Back in the 1990s, an important area of the trade policy debate was about how WTO rules might interfere with domestic environmental, food safety, and other public policy measures. There were cases such as Shrimp/Turtle, with a number of countries challenging a U.S. environmental measure; and EC - Hormones, with Canada and the U.S. challenging an EC ban on hormone-treated beef. This led to colorful protests at WTO meetings such as the 1999 Ministerial Conference in Seattle, as NGOs pressed for more regulatory autonomy/sovereignty.
That debate still exists to some extent today, but it has been eclipsed by the push in the U.S. for a broader economic nationalism. This push started with Trump but has continued under Biden. I think it's fair to say that the Biden administration has been more worried about the impact of trade liberalization on certain U.S. industries than on getting more market access for U.S. producers through, for example, new tariff-reducing FTAs or Hormones-style legal complaints -- or EC - Biotech-style if you go to the 2000s -- about foreign government import restrictions that are not based on science.
But last week, USTR dusted off the old playbook and filed a complaint against Mexico under the USMCA, challenging a Mexican ban on imports of genetically engineered corn:
Pursuant to Articles 31.2 and 31.4 of the United States-Mexico-Canada Agreement (“USMCA”), the United States requests consultations with Mexico with regard to certain Mexican measures concerning genetically engineered (“GE”) corn and other GE products. These measures appear to be inconsistent with several provisions of the USMCA, including under Chapter 9 (Sanitary and Phytosanitary Measures) and Chapter 2 (National Treatment and Market Access for Goods).
There were claims against three specific measures, one of which was as follows:
2. On February 13, 2023, Mexico issued the Decree Establishing Various Actions Regarding Glyphosate and Genetically Modified Corn (“2023 Corn Decree”). The decree provides for an immediate ban on GE corn for nixtamalization or flour production.
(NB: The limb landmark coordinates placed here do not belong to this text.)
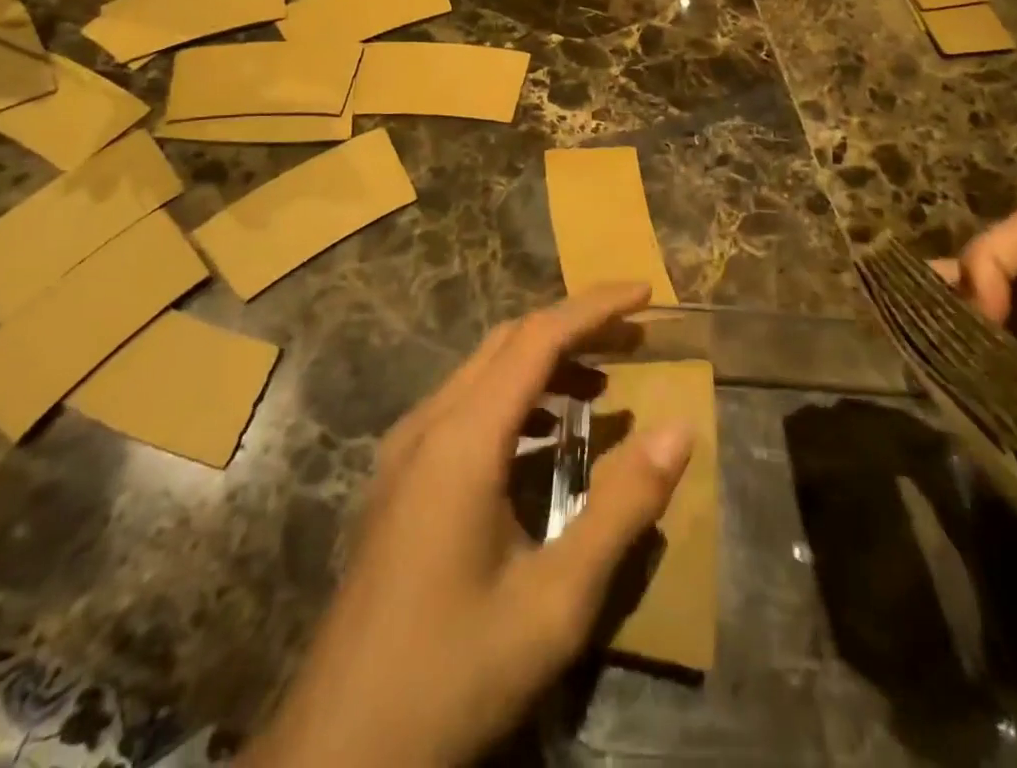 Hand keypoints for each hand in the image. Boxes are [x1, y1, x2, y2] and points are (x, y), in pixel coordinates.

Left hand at [245, 283, 693, 767]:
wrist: (336, 757)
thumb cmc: (452, 675)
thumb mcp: (555, 603)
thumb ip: (621, 509)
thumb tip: (680, 430)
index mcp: (463, 438)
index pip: (538, 337)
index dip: (595, 307)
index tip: (646, 293)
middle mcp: (428, 424)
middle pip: (509, 342)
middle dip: (575, 327)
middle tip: (635, 337)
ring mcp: (405, 451)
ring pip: (483, 371)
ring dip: (545, 362)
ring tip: (603, 385)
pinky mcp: (399, 481)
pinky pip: (465, 407)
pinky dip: (515, 398)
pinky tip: (545, 438) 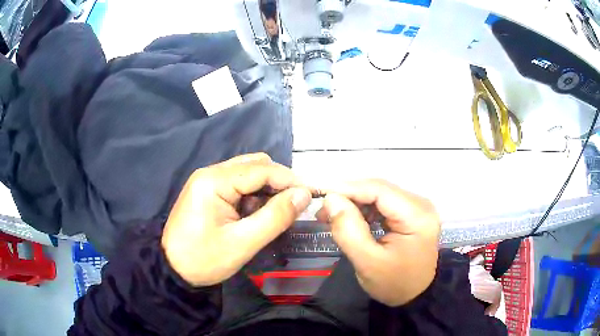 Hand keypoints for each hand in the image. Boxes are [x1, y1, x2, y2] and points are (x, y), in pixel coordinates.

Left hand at [161, 153, 311, 285]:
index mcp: (214, 181)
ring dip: (266, 189)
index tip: (310, 196)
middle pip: (255, 165)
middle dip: (278, 183)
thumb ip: (275, 217)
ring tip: (274, 213)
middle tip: (292, 206)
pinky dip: (253, 196)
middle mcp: (210, 173)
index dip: (289, 180)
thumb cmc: (204, 259)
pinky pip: (238, 185)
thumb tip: (304, 194)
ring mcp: (208, 181)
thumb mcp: (243, 243)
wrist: (172, 270)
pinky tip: (255, 214)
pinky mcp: (208, 191)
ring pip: (248, 174)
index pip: (261, 169)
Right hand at [316, 179, 439, 306]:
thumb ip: (348, 231)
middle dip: (349, 196)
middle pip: (379, 190)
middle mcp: (420, 204)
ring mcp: (417, 208)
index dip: (348, 188)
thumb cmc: (394, 283)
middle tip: (322, 210)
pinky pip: (384, 204)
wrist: (414, 296)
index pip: (379, 190)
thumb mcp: (368, 262)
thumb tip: (331, 199)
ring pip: (379, 195)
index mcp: (417, 215)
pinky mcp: (411, 214)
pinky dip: (364, 210)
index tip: (320, 194)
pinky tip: (349, 219)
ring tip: (331, 216)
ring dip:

This ban on GE corn for nixtamalization or flour production is reflected in the 2023 Corn Decree4 and in Mexico’s legal regime governing the importation and sale of GE products other than for cultivation.5 This measure (the “Tortilla Corn Ban”) appears to be inconsistent with the following provisions of the USMCA:6
a. Article 9.6.3 because Mexico does not base its measure on relevant international standards, guidelines, or recommendations or on an appropriate risk assessment;
b. Article 9.6.6(a) because Mexico does not ensure its measure is applied only to the extent necessary to protect human, animal, or plant life or health;
c. Article 9.6.6(b) because Mexico does not ensure its measure is based on relevant scientific principles, taking into account relevant factors;
d. To the extent Mexico has conducted a risk assessment, Article 9.6.7 because Mexico did not conduct its risk assessment with respect to an SPS regulation in a manner that is documented and provides the other Parties an opportunity to comment;
e. To the extent Mexico has conducted a risk assessment, Article 9.6.8 because Mexico has not ensured that each risk assessment it conducts is appropriate to the circumstances and takes into account relevant guidance of the WTO SPS Committee and relevant international standards, guidelines, and recommendations;
f. Article 9.6.10 because Mexico did not select an SPS measure not more trade restrictive than required to achieve the level of protection that the Party has determined to be appropriate; and
g. Article 2.11 because Mexico adopts or maintains a prohibition or restriction on the importation of a good of another Party.
I feel like this complaint goes against the general thrust of what the Biden administration has been trying to do on trade. So why bring this complaint now? It may be that pressure from Congress and industry was a big factor. The executive branch is always going to have to make some concessions to these sorts of demands. In addition, while this is a bit speculative, there are several disputes going on with Mexico under the USMCA right now (auto rules of origin, energy), and perhaps USTR saw this as a way to create more negotiating leverage.
If we do get to a panel in this case, it will be interesting to see how heavily it draws on WTO jurisprudence under the SPS Agreement and GATT Article XX. There are a lot of cases to cite to on these issues, and presumably one or both parties will do some citing. The SPS provisions may be slightly different under USMCA than at the WTO, but with regard to the USMCA Article 2.11 claim noted above, I assume Mexico will invoke USMCA Article 32.1, which incorporates GATT Article XX directly.
As a final point, SPS disputes are complicated, often involving consultations with scientific experts. I wonder if a panel in this case will be able to meet the tight USMCA deadlines or instead will ask the parties to agree to an extension.